We don’t offer general modeling assistance here. That’s what the reference manual and example library is for. If you start making progress entering your model into CVX and you have specific usage questions, you’re welcome to ask them. This is not specific enough.
However, I doubt your model is even convex. Have you proven it? Please read the FAQ.
F(x) certainly looks concave over most values. However, I believe it is not everywhere concave.
Presuming this formula for m is correct (I leave you to proofread), m := 2*x*sqrt(n^2+2*n*(r*C-x)+(r*C+x)^2)/(n^2+x*(r*C+x-sqrt((n+r*C)^2-2*x*(n-r*C)+x^2))+n*(r*C-2*x+sqrt((n+r*C)^2-2*x*(n-r*C)+x^2)));
Then at r = 0.1, n = 1, z = 200, C =-50, x = -51, at which point m = -0.98091249, the 2nd derivative of F = 0.0003714, i.e., convex at that point. This is as computed by MAPLE, using 100 digit floating point arithmetic to evaluate the symbolically calculated derivative, so the sign of the result should be correct.

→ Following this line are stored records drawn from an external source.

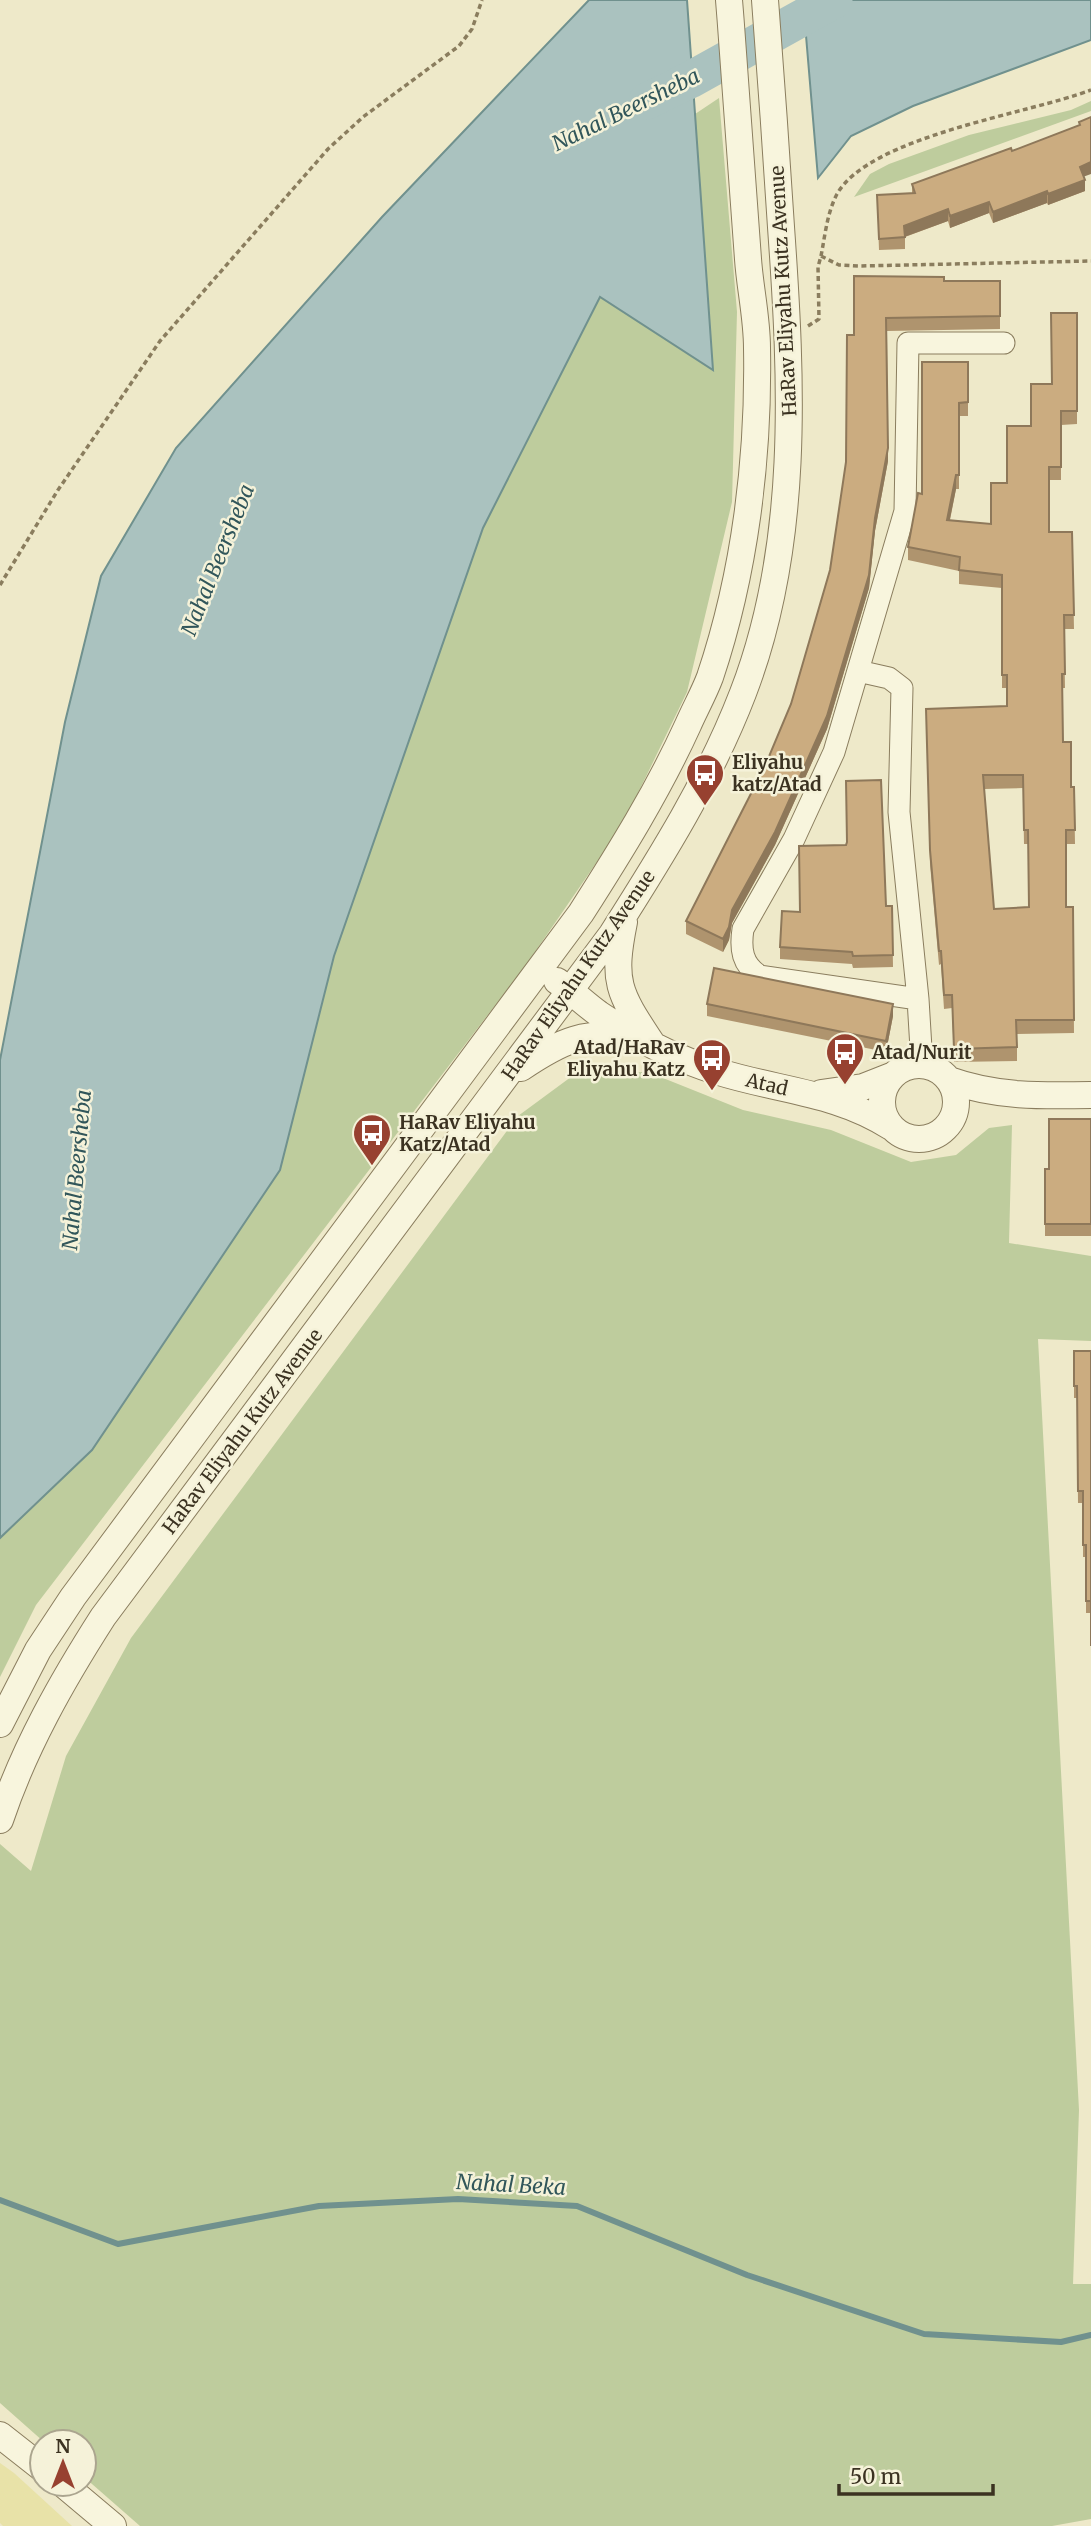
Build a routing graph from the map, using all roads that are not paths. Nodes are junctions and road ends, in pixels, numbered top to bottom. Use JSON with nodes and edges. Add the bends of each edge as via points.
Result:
{"nodes":[{"id":1,"x":729,"y":0,"type":"edge"},
{"id":2,"x":765,"y":0,"type":"edge"},
{"id":3,"x":1004,"y":343,"type":"dead end"},
{"id":4,"x":858,"y":671,"type":"junction"},
{"id":5,"x":626,"y":912,"type":"junction"},
{"id":6,"x":541,"y":969,"type":"junction"},
{"id":7,"x":570,"y":990,"type":"junction"},
{"id":8,"x":918,"y":999,"type":"junction"},
{"id":9,"x":645,"y":1041,"type":"junction"},
{"id":10,"x":922,"y":1065,"type":"junction"},
{"id":11,"x":891,"y":1076,"type":"junction"},
{"id":12,"x":505,"y":1079,"type":"junction"},
{"id":13,"x":949,"y":1080,"type":"junction"},
{"id":14,"x":812,"y":1093,"type":"junction"},
{"id":15,"x":1026,"y":1096,"type":"junction"},
{"id":16,"x":1091,"y":1096,"type":"edge"},
{"id":17,"x":949,"y":1124,"type":"junction"},
{"id":18,"x":891,"y":1127,"type":"junction"},
{"id":19,"x":0,"y":1724,"type":"edge"},
{"id":20,"x":0,"y":1820,"type":"edge"},
{"id":21,"x":0,"y":2435,"type":"edge"},
{"id":22,"x":28,"y":2457,"type":"edge"},
{"id":23,"x":80,"y":2498,"type":"edge"},
{"id":24,"x":113,"y":2526,"type":"edge"}],
"edges":[{"from":1,"to":6,"type":"street","name":"HaRav Eliyahu Kutz Avenue","via":[[757,346],[754,438],[740,556],[709,679],[677,750],[638,824]]},
{"from":2,"to":5,"type":"street","name":"HaRav Eliyahu Kutz Avenue","via":[[789,363],[788,480],[777,562],[743,692],[670,843]]},
{"from":3,"to":4,"type":"street","via":[[908,343],[905,511]]},
{"from":4,"to":8,"type":"street","via":[[888,678],[902,688],[898,811]]},
{"from":4,"to":8,"type":"street","via":[[834,752],[794,839],[743,929],[742,955],[750,970],[771,979]]},
{"from":5,"to":7,"type":"street","name":"HaRav Eliyahu Kutz Avenue"},
{"from":5,"to":9,"type":"street","via":[[618,978],[624,1001]]},
{"from":6,"to":7,"type":"street","name":"Atad"},
{"from":6,"to":19,"type":"street","name":"HaRav Eliyahu Kutz Avenue","via":[[72,1597]]},
{"from":7,"to":9,"type":"street","name":"Atad","via":[[599,1014]]},
{"from":7,"to":12,"type":"street","name":"HaRav Eliyahu Kutz Avenue"},
{"from":8,"to":10,"type":"street"},
{"from":9,"to":12,"type":"street","via":[[603,1034],[570,1038]]},
{"from":9,"to":14,"type":"street","name":"Atad","via":[[721,1073]]},
{"from":10,"to":11,"type":"street","via":[[911,1065]]},
{"from":10,"to":13,"type":"street"},
{"from":11,"to":14,"type":"street","name":"Atad","via":[[863,1087]]},
{"from":11,"to":18,"type":"street","via":[[881,1105]]},
{"from":12,"to":20,"type":"street","name":"HaRav Eliyahu Kutz Avenue","via":[[103,1617],[40,1726]]},
{"from":13,"to":15,"type":"street"},
{"from":13,"to":17,"type":"street","via":[[956,1102]]},
{"from":14,"to":18,"type":"street","name":"Atad","via":[[855,1107]]},
{"from":15,"to":16,"type":"street"},
{"from":15,"to":17,"type":"street","via":[[979,1104]]},
{"from":17,"to":18,"type":"street","via":[[924,1138],[906,1137]]},
{"from":21,"to":22,"type":"street"},
{"from":23,"to":24,"type":"street"}]}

Thank you very much for your kind cooperation. In fact, I believe m is correct. If we assume the scenario under interest in my case, r=0.1, n=10, z=100, and C integer e.g. (10 to 50), so that means the function is convex. x should be also positive since it depends on C. x \leq C. I hope this may help. Really appreciate your help.
At those parameter values and C = 30, F(x) is convex at x = 10 and concave at x = 30.
So CVX is out for your problem. You may need to use a non-convex optimization solver, of which there are several, of both the local and global variety.